Thursday, the New York Times published a piece that discussed the ways, and more specifically, the percentage that specific nations aim to reduce emissions in response to climate change.
The discussions will take place among the world's leaders who will meet in Copenhagen, Germany Dec. 7-18.
The piece goes on to discuss how individual countries--the United States, Korea and so forth will go about making these reductions; it also lists the percentages that these nations will reduce their emissions by: 17, 30 percent etc.
The trouble, is that the author of the piece doesn't really place these numbers in context. Thirty percent is a fairly large number, but how does Korea's 30 percent compare to other countries?
To illustrate in further detail, here is a quote: "This week, South Korea said it would cut emissions by 30 percent from “business as usual” by 2020. Russia’s president, Dmitri A. Medvedev, said his country would try to reduce emissions by 25 percent by then, instead of 15 percent as announced earlier.
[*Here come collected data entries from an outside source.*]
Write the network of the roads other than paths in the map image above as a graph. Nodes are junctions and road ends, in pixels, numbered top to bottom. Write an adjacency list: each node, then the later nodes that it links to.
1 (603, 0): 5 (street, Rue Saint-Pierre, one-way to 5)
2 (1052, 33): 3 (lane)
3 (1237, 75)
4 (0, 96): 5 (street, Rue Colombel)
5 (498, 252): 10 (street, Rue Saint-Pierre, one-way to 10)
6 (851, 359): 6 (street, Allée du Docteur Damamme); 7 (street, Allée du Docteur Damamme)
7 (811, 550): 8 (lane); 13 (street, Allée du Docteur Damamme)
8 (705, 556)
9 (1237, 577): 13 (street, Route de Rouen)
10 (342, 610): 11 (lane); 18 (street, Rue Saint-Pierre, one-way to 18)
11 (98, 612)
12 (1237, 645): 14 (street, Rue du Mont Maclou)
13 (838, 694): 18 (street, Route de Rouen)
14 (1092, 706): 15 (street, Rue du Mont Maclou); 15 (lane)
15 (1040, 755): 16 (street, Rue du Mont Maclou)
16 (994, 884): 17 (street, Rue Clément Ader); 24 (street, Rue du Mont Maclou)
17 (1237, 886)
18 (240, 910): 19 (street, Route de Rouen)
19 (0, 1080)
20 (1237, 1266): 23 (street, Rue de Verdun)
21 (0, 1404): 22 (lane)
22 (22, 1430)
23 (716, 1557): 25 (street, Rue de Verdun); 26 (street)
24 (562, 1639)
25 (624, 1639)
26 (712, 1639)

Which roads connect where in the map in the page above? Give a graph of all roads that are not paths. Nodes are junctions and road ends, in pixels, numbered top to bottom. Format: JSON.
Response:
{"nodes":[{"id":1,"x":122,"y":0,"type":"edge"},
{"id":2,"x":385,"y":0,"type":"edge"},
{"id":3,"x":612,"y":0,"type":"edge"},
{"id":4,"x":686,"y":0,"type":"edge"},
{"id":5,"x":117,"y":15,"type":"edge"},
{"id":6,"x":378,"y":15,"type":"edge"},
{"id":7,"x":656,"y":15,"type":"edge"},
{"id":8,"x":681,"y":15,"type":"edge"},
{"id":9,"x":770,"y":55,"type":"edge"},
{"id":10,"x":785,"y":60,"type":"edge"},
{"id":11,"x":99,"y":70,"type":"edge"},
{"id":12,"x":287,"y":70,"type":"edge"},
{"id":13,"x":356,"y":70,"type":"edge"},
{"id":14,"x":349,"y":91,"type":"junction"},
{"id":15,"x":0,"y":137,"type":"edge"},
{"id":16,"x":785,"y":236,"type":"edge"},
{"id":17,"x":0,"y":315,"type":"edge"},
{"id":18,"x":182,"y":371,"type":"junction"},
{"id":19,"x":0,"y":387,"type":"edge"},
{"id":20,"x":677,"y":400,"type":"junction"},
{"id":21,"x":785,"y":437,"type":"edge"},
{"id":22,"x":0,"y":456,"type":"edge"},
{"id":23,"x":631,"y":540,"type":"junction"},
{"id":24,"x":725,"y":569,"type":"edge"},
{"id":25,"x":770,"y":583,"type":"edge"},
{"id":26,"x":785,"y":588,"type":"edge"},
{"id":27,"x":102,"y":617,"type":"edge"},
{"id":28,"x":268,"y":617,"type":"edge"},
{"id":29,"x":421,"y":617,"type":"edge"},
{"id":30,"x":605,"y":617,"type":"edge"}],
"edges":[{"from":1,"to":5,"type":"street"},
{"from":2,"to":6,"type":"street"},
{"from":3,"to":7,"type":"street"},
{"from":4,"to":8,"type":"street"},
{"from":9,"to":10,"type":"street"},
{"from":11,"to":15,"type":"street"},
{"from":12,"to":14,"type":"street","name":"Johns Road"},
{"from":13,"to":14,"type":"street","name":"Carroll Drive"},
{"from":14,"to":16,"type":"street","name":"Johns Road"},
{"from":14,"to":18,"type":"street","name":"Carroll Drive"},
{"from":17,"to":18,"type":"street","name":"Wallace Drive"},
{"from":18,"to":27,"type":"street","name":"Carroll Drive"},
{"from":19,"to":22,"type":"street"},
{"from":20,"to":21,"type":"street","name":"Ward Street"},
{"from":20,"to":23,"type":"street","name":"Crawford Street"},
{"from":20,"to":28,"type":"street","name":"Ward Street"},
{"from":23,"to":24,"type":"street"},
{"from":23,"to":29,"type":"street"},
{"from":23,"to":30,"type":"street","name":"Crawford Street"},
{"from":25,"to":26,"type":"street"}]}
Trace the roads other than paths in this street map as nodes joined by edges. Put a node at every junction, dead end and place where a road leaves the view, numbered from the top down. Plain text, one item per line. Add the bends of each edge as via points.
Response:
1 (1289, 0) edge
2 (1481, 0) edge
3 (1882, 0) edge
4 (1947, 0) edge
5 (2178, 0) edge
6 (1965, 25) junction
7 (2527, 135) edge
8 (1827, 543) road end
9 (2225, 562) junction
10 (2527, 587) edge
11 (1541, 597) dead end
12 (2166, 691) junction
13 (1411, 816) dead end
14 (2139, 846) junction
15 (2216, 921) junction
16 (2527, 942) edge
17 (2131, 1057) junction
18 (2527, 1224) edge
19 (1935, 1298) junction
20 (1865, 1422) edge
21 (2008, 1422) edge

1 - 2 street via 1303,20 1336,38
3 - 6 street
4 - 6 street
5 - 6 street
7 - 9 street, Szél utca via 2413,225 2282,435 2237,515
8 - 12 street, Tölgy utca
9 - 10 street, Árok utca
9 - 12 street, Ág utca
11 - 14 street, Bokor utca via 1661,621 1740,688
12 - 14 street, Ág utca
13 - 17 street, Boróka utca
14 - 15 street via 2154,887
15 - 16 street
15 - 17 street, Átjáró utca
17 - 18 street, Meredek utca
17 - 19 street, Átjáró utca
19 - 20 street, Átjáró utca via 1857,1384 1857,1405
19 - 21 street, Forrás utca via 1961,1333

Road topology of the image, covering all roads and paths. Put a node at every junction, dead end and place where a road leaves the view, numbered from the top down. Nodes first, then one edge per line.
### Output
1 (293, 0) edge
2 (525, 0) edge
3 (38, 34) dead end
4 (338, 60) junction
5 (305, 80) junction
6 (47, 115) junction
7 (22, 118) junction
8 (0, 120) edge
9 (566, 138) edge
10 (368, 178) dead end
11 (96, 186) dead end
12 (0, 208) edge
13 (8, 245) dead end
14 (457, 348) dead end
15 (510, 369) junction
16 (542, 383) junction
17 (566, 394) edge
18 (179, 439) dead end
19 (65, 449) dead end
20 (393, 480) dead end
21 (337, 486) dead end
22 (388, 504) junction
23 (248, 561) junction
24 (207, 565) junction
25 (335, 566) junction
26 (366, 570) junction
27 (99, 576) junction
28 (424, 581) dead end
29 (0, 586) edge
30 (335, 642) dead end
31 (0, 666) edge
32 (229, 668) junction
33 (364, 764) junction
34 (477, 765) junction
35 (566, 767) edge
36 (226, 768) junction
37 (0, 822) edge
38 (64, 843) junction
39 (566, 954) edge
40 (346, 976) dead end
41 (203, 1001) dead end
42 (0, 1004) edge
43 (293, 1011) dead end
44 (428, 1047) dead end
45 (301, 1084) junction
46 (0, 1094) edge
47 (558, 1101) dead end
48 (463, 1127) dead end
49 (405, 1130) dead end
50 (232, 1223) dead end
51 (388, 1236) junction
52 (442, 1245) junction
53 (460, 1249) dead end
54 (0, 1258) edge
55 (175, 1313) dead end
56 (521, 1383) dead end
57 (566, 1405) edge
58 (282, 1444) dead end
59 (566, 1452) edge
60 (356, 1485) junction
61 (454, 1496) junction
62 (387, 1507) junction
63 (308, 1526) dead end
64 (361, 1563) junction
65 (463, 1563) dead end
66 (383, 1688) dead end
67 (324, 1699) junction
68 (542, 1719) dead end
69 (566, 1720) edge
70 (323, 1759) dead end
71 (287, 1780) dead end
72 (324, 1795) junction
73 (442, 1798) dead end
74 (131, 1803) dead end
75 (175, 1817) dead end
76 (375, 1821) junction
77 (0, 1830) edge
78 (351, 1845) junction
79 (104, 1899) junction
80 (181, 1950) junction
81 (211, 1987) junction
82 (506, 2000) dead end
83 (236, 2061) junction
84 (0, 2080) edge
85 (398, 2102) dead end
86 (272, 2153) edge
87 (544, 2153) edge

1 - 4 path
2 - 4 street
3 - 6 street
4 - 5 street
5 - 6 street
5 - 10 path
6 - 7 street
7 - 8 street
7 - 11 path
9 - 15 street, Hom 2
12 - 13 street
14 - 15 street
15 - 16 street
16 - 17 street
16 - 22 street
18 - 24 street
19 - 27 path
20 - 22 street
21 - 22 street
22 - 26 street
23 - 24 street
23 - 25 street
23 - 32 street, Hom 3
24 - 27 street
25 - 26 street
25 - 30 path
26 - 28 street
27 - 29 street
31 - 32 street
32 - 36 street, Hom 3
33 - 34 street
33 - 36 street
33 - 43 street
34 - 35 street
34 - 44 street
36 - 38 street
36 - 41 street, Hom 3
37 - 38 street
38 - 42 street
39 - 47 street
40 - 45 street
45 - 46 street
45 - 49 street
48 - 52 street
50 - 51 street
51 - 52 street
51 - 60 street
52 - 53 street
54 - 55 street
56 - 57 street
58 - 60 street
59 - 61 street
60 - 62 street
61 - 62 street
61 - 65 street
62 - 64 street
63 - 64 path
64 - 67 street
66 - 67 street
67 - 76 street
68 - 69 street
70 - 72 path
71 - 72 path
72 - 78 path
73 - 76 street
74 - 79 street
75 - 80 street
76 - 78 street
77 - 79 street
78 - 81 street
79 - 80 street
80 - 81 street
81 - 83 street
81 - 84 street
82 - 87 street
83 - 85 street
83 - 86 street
Last week, Brazil promised reductions of about 40 percent below current projections by 2020."
So I have a laundry list that sounds good; helping the earth, reducing greenhouse emissions, but supplementary context should really be used if the reporter really wants these numbers to mean something to his readers.
Additionally, the paper fails to report how they came up with the numbers. While the piece does quote the number given by each country, the reader has no idea how these readers were computed, and whether they are really reliable.